Member of the Legislative Assembly for Foyle
- In office 20 June 2017 – 13 September 2021
- Preceded by: Elisha McCallion
- Succeeded by: Pádraig Delargy

Personal details
- Born: 18 August 1976 (age 49) Derry, Northern Ireland
- Party: Sinn Féin

= Karen Mullan =

Northern Irish politician (born 1976)

Karen Mullan MLA (born 18 August 1976) is a former Sinn Féin politician from Derry, Northern Ireland who served as a Member of the Legislative Assembly for the Foyle constituency in the Northern Ireland Assembly from June 2017 to 2021.

==History==
Mullan served as a community worker in Derry prior to her co-option by Sinn Féin.

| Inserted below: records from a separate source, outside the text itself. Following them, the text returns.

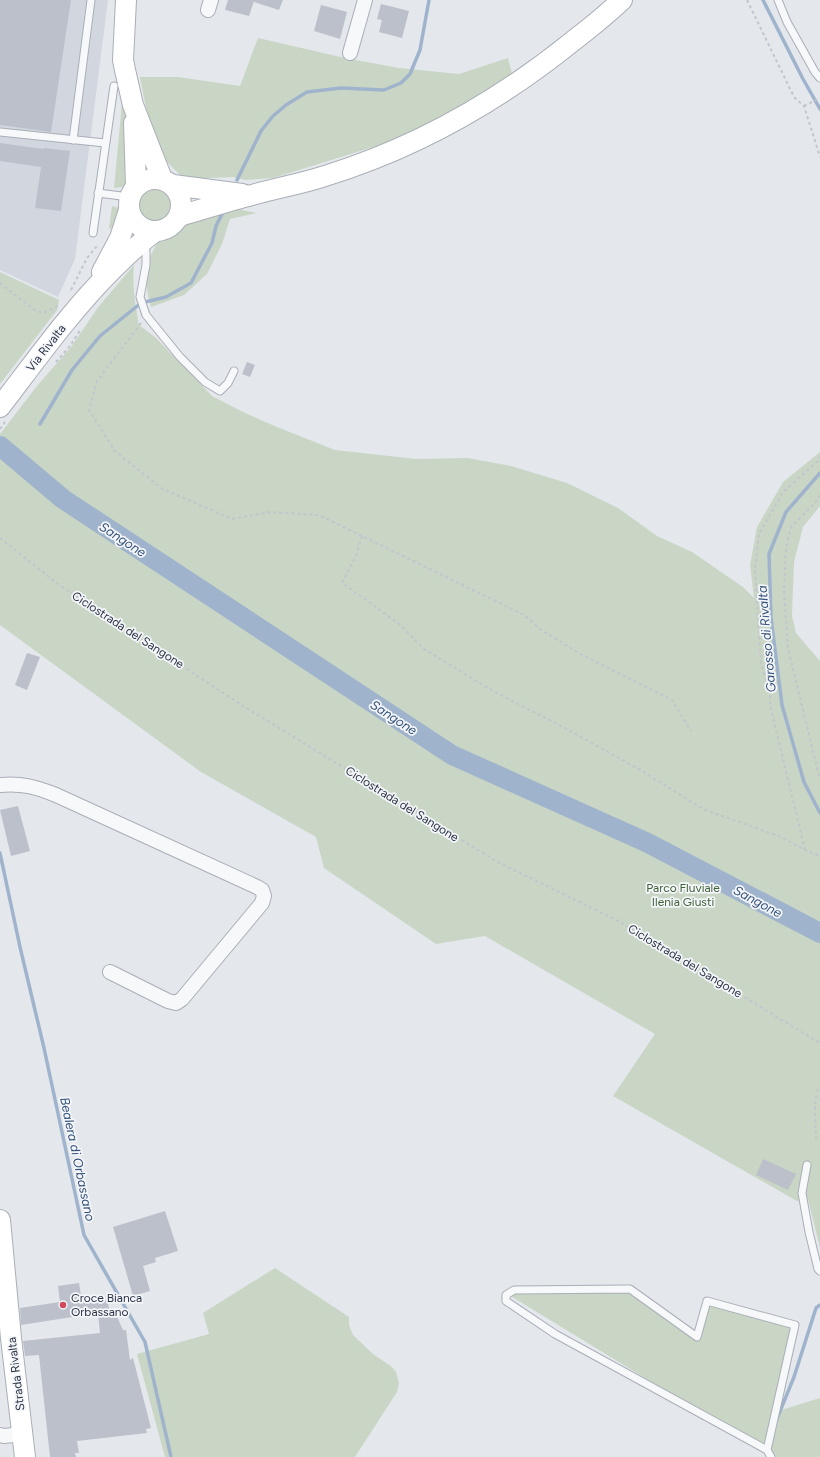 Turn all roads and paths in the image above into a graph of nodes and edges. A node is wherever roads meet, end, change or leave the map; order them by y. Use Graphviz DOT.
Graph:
graph roads {
  1 [pos="91,0"];
  2 [pos="126,0"];
  3 [pos="365,0"];
  4 [pos="622,0"];
  5 [pos="747,0"];
  6 [pos="778,0"];
  7 [pos="350,53"];
  8 [pos="820,78"];
  9 [pos="114,86"];
  10 [pos="820,98"];
  11 [pos="133,105"];
  12 [pos="804,106"];
  13 [pos="0,132"];
  14 [pos="73,140"];
  15 [pos="105,143"];
  16 [pos="820,157"];
  17 [pos="168,182"];
  18 [pos="98,193"];
  19 [pos="250,195"];
  20 [pos="131,198"];
  21 [pos="180,216"];
  22 [pos="156,231"];
  23 [pos="92,233"];
  24 [pos="138,244"];
  25 [pos="93,290"];
  26 [pos="146,316"];
  27 [pos="234,371"];
  28 [pos="0,407"];
  29 [pos="820,457"];
  30 [pos="820,495"];
  31 [pos="362,536"];
  32 [pos="0,538"];
  33 [pos="692,731"];
  34 [pos="820,780"];
  35 [pos="0,785"];
  36 [pos="805,850"];
  37 [pos="820,856"];
  38 [pos="110,972"];
  39 [pos="820,1043"];
  40 [pos="820,1086"];
  41 [pos="816,1140"];
  42 [pos="807,1165"];
  43 [pos="0,1220"];
  44 [pos="1,1240"];
  45 [pos="820,1271"];
  46 [pos="7,1437"];
  47 [pos="767,1450"];
  48 [pos="25,1457"];
  49 [pos="771,1457"];
  1 -- 14 [label="lane"];
  2 -- 11 [label="street"];
  3 -- 7 [label="street"];
  4 -- 19 [label="street"];
  5 -- 12 [label="path"];
  6 -- 8 [label="lane"];
  9 -- 15 [label="lane"];
  10 -- 12 [label="path"];
  11 -- 17 [label="street"];
  11 -- 20 [label="street"];
  12 -- 16 [label="path"];
  13 -- 14 [label="lane"];
  14 -- 15 [label="lane"];
  15 -- 18 [label="lane"];
  17 -- 19 [label="street"];
  17 -- 20 [label="street"];
  17 -- 21 [label="street"];
  18 -- 20 [label="lane"];
  18 -- 23 [label="lane"];
  19 -- 21 [label="street"];
  20 -- 22 [label="street"];
  20 -- 25 [label="street, Via Rivalta"];
  21 -- 22 [label="street, Via Rivalta"];
  22 -- 24 [label="street, Via Rivalta"];
  24 -- 25 [label="street, Via Rivalta"];
  24 -- 26 [label="lane"];
  25 -- 28 [label="street, Via Rivalta"];
  26 -- 27 [label="lane"];
  26 -- 31 [label="path"];
  29 -- 36 [label="path"];
  30 -- 34 [label="path"];
  31 -- 33 [label="path"];
  31 -- 36 [label="path"];
  32 -- 39 [label="path, Ciclostrada del Sangone"];
  35 -- 38 [label="street"];
  36 -- 37 [label="path"];
  40 -- 41 [label="path"];
  42 -- 45 [label="lane"];
  43 -- 44 [label="street, Strada Rivalta"];
  44 -- 46 [label="street, Strada Rivalta"];
  46 -- 48 [label="street, Strada Rivalta"];
  47 -- 47 [label="lane"];
  47 -- 49 [label="lane"];
}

She was co-opted after Foyle MLA Elisha McCallion was elected to the House of Commons following the 2017 general election. Mullan was Sinn Féin's northern education spokesperson in the assembly.

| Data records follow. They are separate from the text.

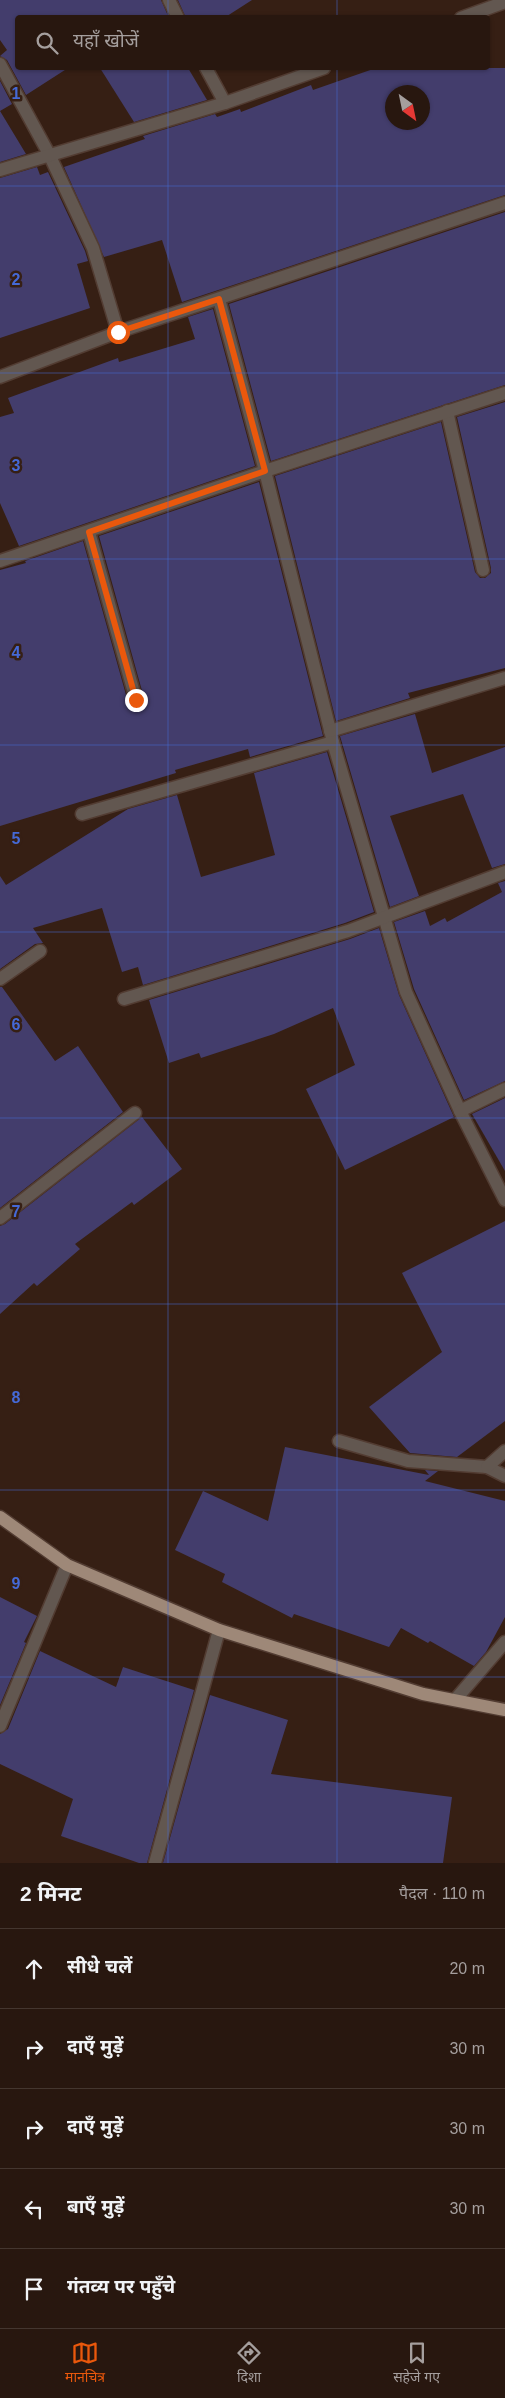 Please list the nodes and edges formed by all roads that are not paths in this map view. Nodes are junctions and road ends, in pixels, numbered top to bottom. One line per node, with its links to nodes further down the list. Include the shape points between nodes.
1 (169, 0): 3 (street)
2 (504, 1): 4 (street)
3 (176, 15)
4 (469, 15)
5 (0, 64): 9 (street)
6 (207, 70): 8 (street)
7 (318, 70): 8 (street)
8 (225, 103): 9 (street)
9 (49, 154): 10 (street); 13 (street, via 92,248)
10 (0, 170)
11 (505, 203): 12 (street)
12 (219, 299): 13 (street); 17 (street)
13 (118, 332): 14 (street)
14 (0, 377)
15 (505, 393): 16 (street)
16 (447, 411): 17 (street); 20 (street)
17 (265, 471): 18 (street); 23 (street)
18 (89, 532): 19 (street); 22 (street)
19 (0, 561)
20 (483, 570)
21 (505, 678): 23 (street)
22 (136, 700)
23 (332, 736): 24 (street); 26 (street)
24 (82, 814)
25 (505, 872): 26 (street)
26 (383, 918): 29 (street); 31 (street, via 406,992)
27 (40, 951): 28 (street)
28 (0, 980)
29 (124, 999)
30 (505, 1089): 31 (street)
31 (460, 1111): 33 (street)
32 (135, 1112): 34 (street)
33 (505, 1200)
34 (0, 1218)
35 (339, 1441): 37 (street, via 408,1461)
36 (505, 1451): 37 (street)
37 (487, 1467): 38 (street)
38 (505, 1476)
39 (0, 1517): 40 (main road)
40 (67, 1565): 41 (main road); 45 (street)
41 (219, 1630): 43 (main road, via 423,1694); 46 (street)
42 (505, 1642): 43 (street)
43 (455, 1700): 44 (main road)
44 (505, 1710)
45 (0, 1726)
46 (155, 1863)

She is a graduate of Ulster University with a degree in community development, and is a former manager of Hillcrest Trust, a community centre in the Waterside area of Derry.

She played a key role in setting up a charity, Pink Ladies Cancer Support Group, which lobbied for the delivery of the North-West Cancer Centre at Altnagelvin Hospital in Derry.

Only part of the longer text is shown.